> _WHAT YOU HAVE TO DO_
Search the records for the string "Right", then copy each line that has it.

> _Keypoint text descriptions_
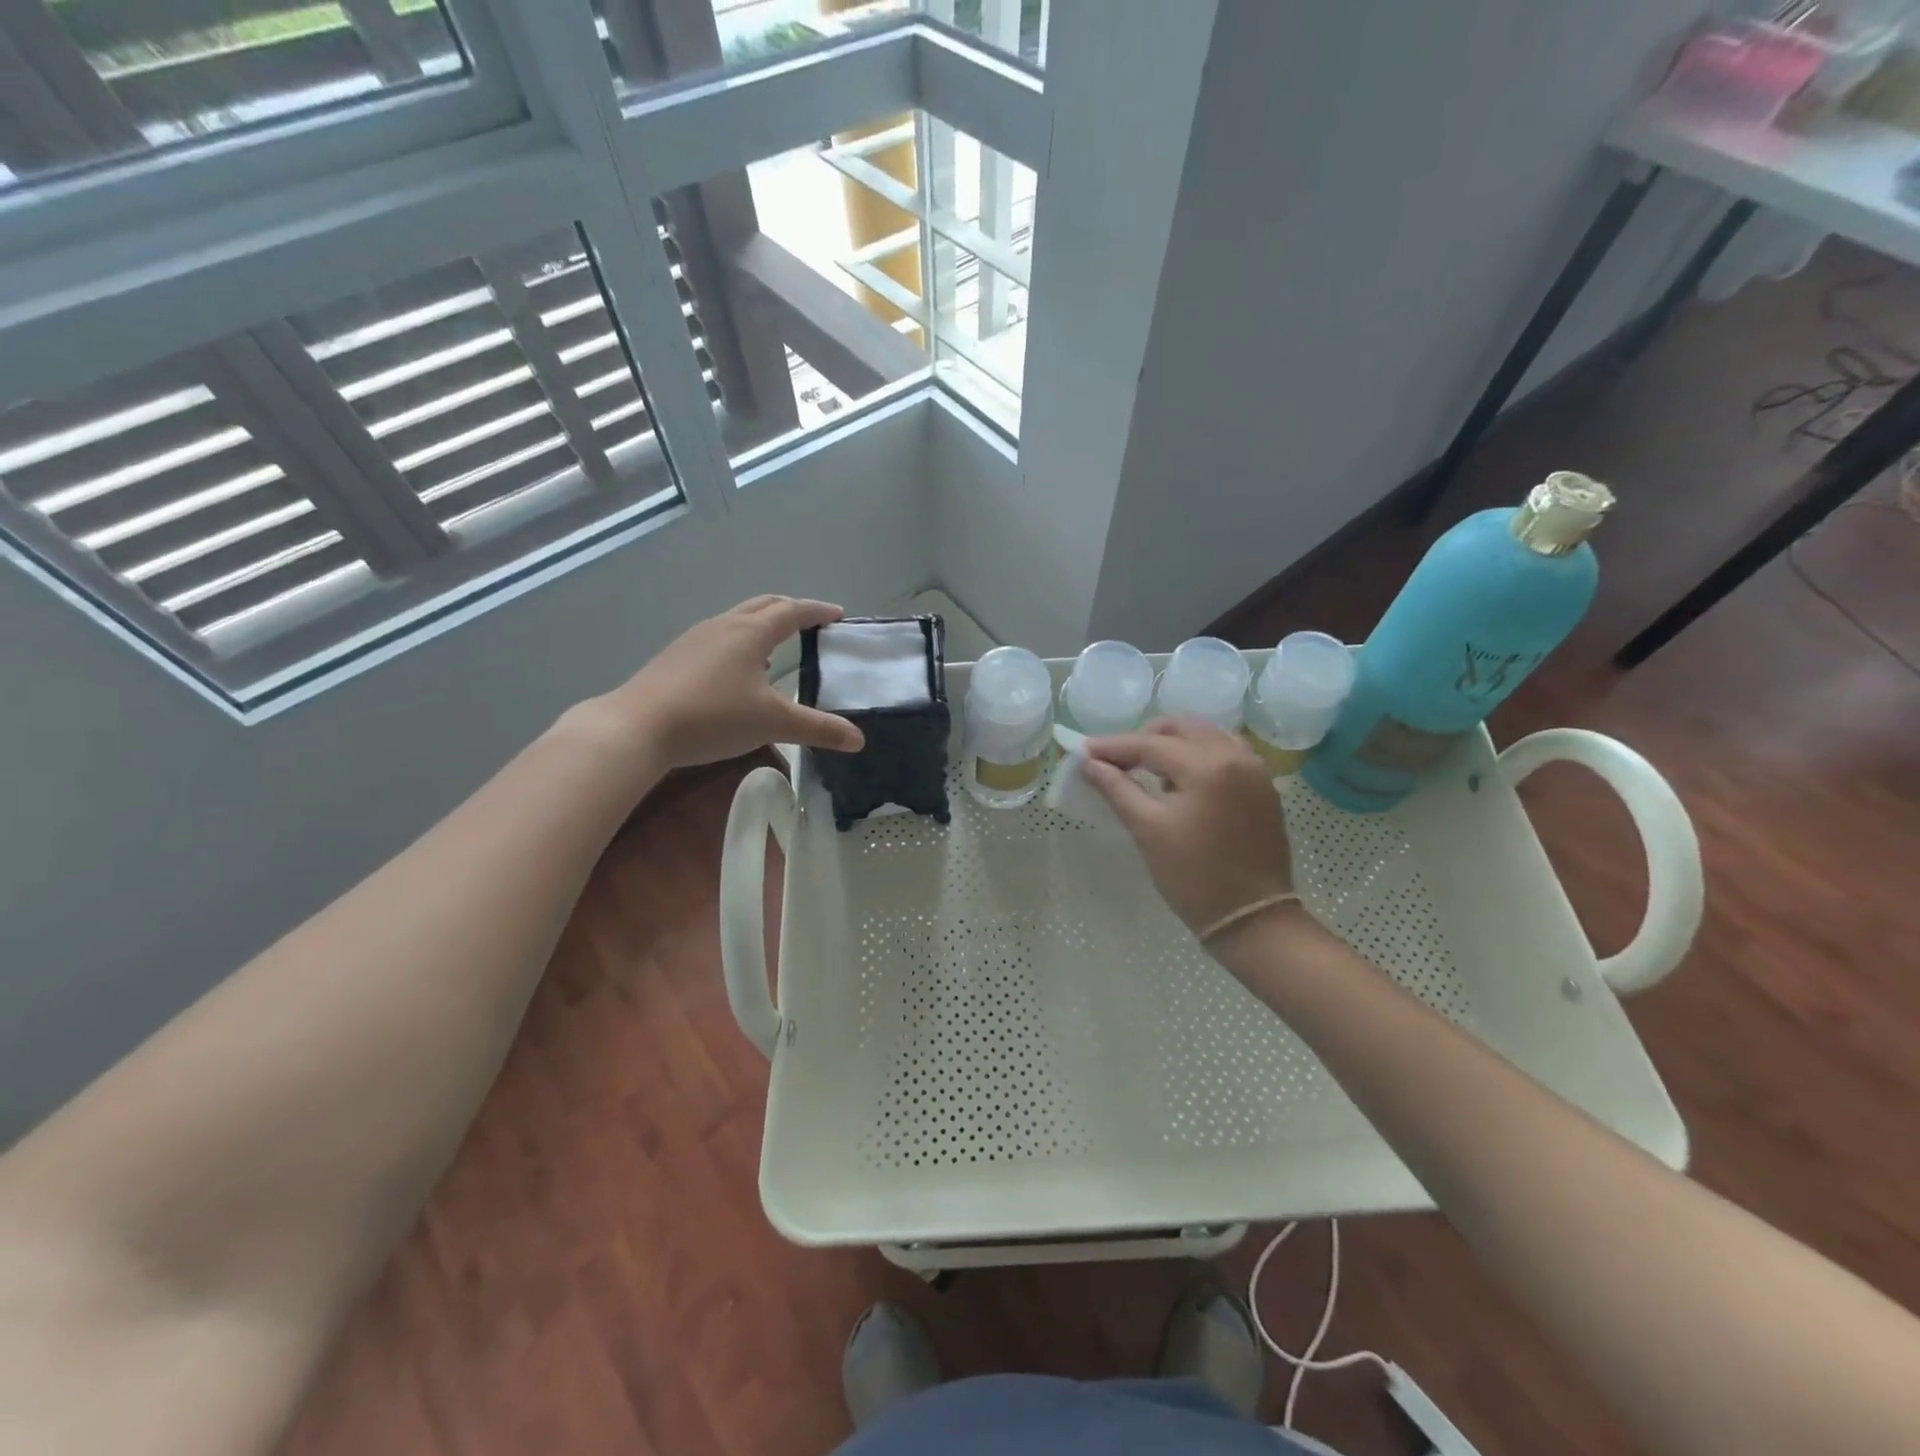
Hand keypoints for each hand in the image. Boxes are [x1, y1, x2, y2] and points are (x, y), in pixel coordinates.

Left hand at [592, 596, 865, 770]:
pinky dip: (740, 642)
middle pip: (764, 605)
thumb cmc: (714, 716)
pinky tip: (738, 672)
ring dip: (763, 625)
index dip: (818, 611)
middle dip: (791, 610)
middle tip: (812, 623)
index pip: (793, 611)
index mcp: (752, 632)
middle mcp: (724, 625)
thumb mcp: (773, 723)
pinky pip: (719, 637)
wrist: (638, 726)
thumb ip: (818, 729)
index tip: (838, 615)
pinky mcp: (676, 656)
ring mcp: (696, 638)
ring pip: (738, 619)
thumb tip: (859, 739)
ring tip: (778, 647)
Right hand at [1082, 718, 1293, 936]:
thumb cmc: (1193, 877)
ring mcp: (1254, 769)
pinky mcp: (1263, 786)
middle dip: (1145, 737)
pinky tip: (1182, 779)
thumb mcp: (1148, 830)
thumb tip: (1090, 764)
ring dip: (1173, 743)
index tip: (1085, 751)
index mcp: (1207, 766)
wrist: (1252, 917)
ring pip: (1206, 735)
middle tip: (1116, 759)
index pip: (1151, 744)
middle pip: (1182, 728)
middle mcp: (1235, 756)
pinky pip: (1226, 751)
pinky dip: (1199, 754)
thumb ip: (1117, 789)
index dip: (1114, 746)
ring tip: (1148, 769)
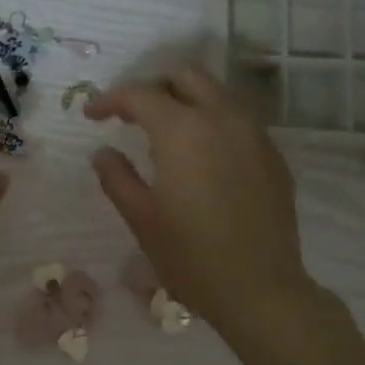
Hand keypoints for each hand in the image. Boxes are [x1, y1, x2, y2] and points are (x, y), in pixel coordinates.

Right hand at [87, 66, 325, 353]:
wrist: (260, 289)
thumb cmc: (190, 257)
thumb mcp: (141, 219)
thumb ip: (117, 178)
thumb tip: (103, 152)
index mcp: (183, 131)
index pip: (141, 95)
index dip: (111, 99)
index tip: (91, 116)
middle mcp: (222, 119)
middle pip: (185, 76)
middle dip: (152, 86)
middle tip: (129, 114)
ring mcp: (254, 135)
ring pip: (217, 93)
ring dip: (185, 99)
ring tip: (162, 131)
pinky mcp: (272, 156)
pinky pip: (237, 119)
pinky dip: (211, 121)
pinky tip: (199, 155)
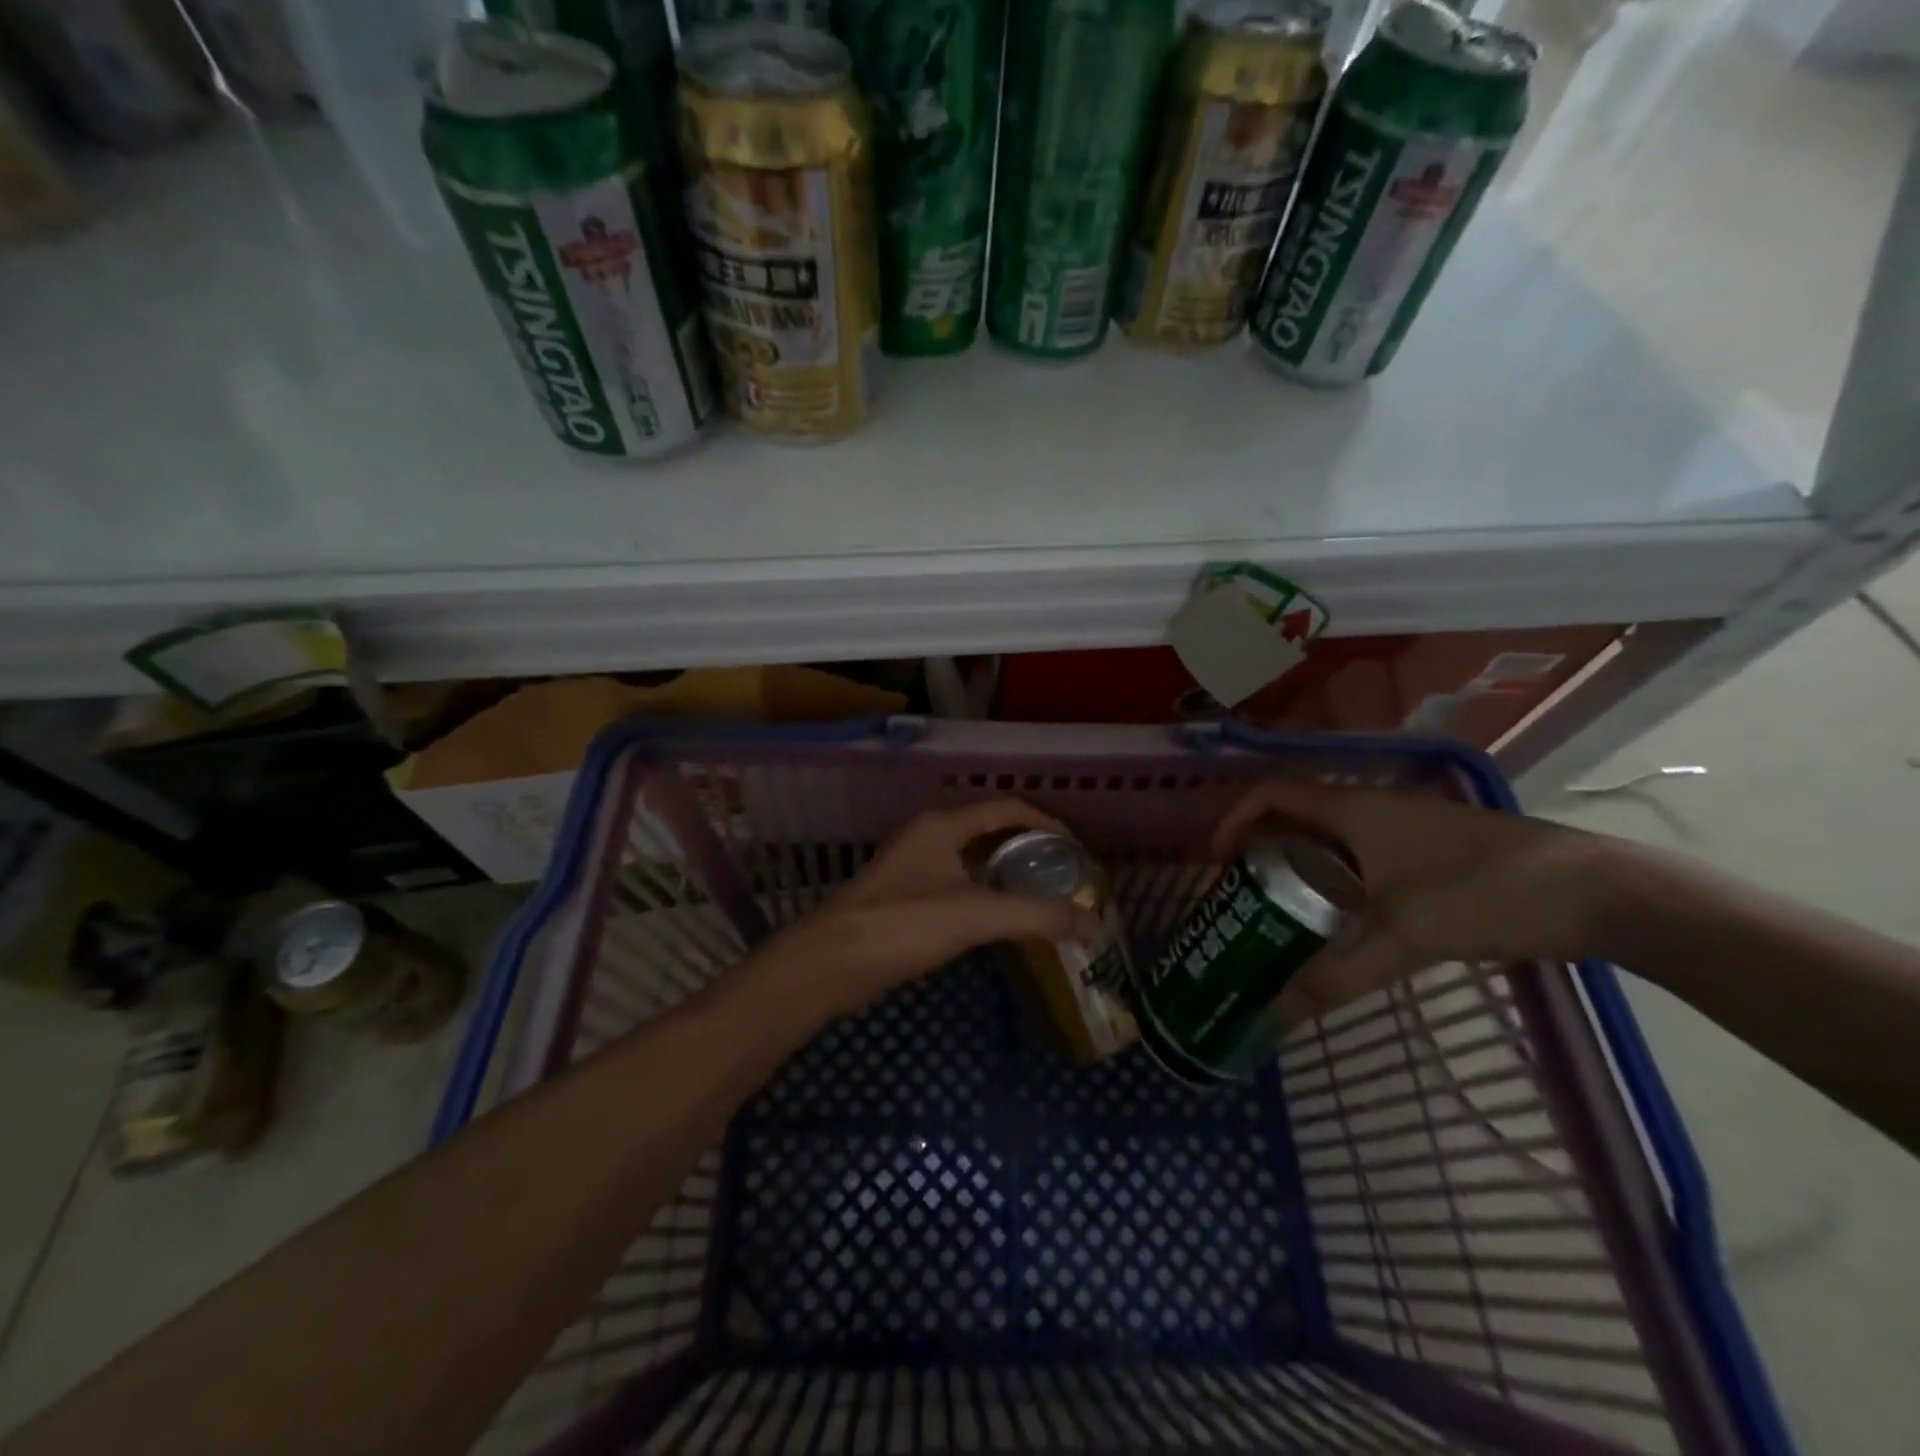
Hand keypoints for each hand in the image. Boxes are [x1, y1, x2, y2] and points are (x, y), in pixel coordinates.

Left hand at [756, 799, 1104, 1017]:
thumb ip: (1034, 916)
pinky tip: (1001, 920)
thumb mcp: (973, 916)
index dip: (1046, 824)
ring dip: (1007, 873)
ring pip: (972, 859)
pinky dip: (986, 894)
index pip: (1007, 809)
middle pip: (990, 830)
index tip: (1076, 851)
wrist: (828, 963)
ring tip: (1042, 897)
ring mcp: (913, 867)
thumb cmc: (901, 925)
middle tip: (1063, 876)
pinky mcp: (905, 897)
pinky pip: (957, 884)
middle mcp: (929, 837)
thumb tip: (1090, 923)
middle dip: (1029, 849)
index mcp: (943, 825)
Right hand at [1211, 782, 1612, 1022]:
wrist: (1598, 891)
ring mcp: (1405, 833)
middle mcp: (1372, 811)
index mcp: (1354, 810)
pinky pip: (1362, 863)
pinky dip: (1336, 885)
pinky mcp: (1431, 857)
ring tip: (1279, 915)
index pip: (1272, 795)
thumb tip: (1276, 1011)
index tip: (1216, 862)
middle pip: (1295, 819)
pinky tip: (1341, 926)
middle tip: (1240, 896)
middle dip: (1260, 851)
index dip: (1234, 820)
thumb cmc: (1486, 889)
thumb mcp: (1404, 934)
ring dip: (1298, 870)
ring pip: (1331, 843)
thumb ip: (1338, 973)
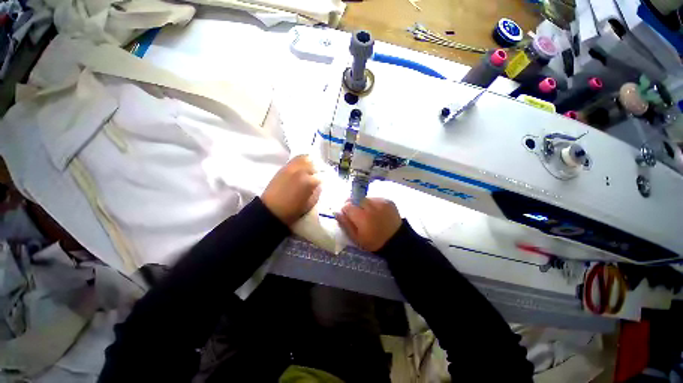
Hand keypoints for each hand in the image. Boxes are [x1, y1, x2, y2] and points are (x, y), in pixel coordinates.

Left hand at [261, 155, 320, 224]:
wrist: (271, 210)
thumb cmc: (292, 210)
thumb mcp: (310, 204)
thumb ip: (317, 192)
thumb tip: (320, 185)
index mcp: (308, 182)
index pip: (322, 175)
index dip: (325, 178)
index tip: (326, 181)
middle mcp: (301, 171)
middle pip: (315, 164)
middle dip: (319, 169)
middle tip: (320, 174)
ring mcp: (292, 167)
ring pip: (306, 158)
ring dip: (311, 162)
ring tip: (313, 168)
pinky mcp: (284, 167)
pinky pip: (296, 158)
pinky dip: (303, 160)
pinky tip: (304, 165)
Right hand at [335, 198, 401, 251]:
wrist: (397, 241)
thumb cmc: (374, 242)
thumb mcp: (356, 238)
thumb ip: (345, 224)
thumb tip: (336, 211)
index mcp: (362, 216)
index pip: (347, 205)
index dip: (346, 210)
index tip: (349, 216)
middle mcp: (371, 205)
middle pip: (356, 198)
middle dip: (354, 205)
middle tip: (358, 214)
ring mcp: (381, 201)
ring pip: (365, 198)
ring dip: (363, 204)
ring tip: (369, 214)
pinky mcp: (388, 200)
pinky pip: (375, 198)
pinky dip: (373, 204)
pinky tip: (377, 212)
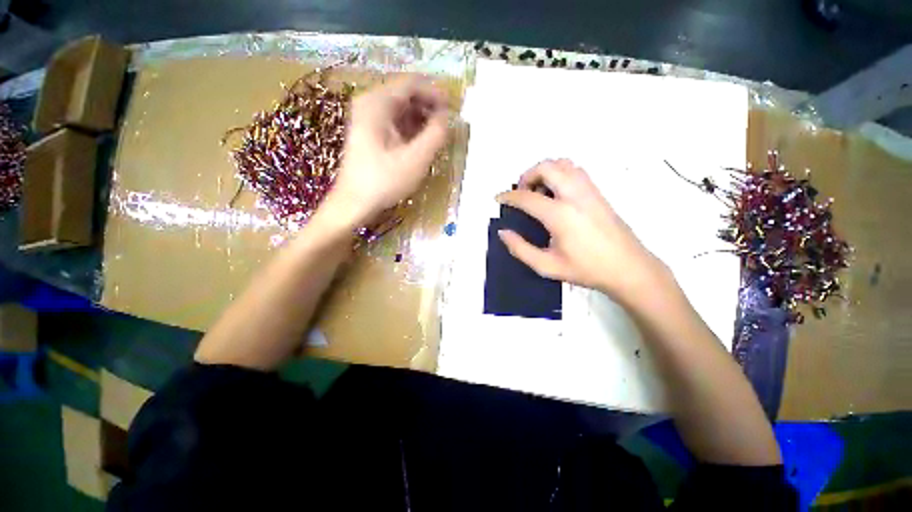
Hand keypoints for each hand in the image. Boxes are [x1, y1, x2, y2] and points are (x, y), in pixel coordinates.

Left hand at [325, 75, 449, 227]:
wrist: (354, 202)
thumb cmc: (384, 181)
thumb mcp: (415, 159)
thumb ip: (435, 134)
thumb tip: (447, 117)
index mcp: (378, 102)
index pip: (412, 83)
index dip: (435, 93)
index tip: (452, 110)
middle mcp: (370, 103)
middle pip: (406, 94)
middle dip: (429, 107)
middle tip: (446, 126)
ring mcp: (367, 118)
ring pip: (401, 108)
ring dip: (421, 118)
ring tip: (436, 136)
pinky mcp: (369, 132)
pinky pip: (395, 121)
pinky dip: (411, 128)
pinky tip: (420, 143)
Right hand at [496, 159, 669, 301]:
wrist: (629, 268)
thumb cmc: (586, 269)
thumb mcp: (547, 266)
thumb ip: (521, 249)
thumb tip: (503, 232)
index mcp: (560, 215)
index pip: (527, 197)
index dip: (508, 197)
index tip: (498, 198)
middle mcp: (575, 195)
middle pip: (546, 167)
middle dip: (527, 175)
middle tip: (521, 193)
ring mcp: (589, 190)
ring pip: (563, 164)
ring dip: (545, 171)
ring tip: (538, 191)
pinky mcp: (598, 192)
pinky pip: (575, 170)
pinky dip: (560, 173)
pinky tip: (556, 194)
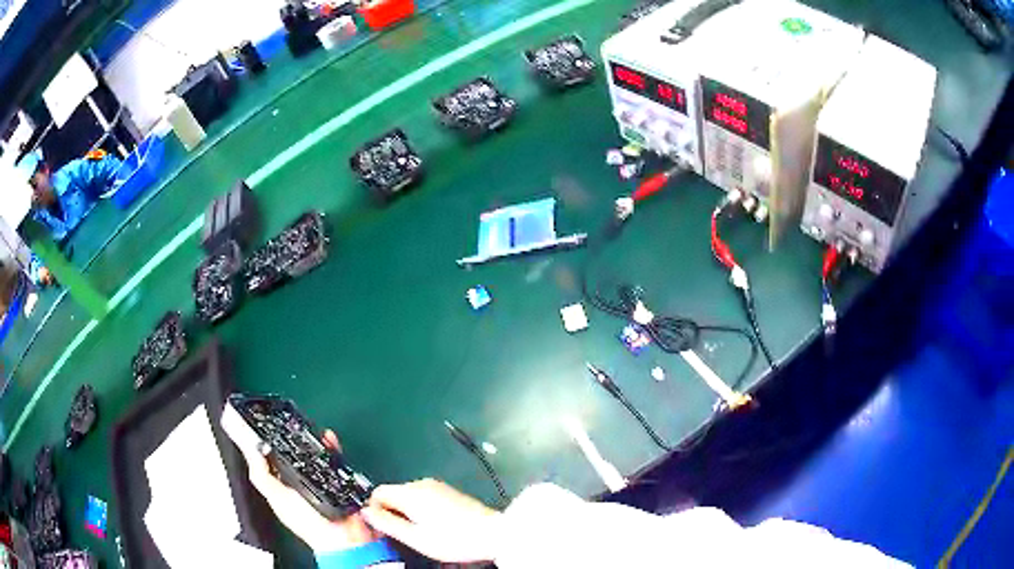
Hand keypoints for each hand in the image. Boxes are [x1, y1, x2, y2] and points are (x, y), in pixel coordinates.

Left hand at [237, 429, 374, 552]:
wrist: (345, 537)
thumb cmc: (309, 522)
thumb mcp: (279, 499)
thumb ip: (262, 477)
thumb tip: (250, 450)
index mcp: (281, 487)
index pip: (268, 461)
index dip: (262, 444)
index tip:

> _SOLUTION FOR THIS EXERCISE_
Right hand at [1082, 718, 1293, 936]:
Right hand at [87, 66, 325, 353]:
Right hand at [1211, 782, 1612, 1022]:
Right hand at [335, 198, 401, 251]:
Right hand at [496, 159, 669, 301]:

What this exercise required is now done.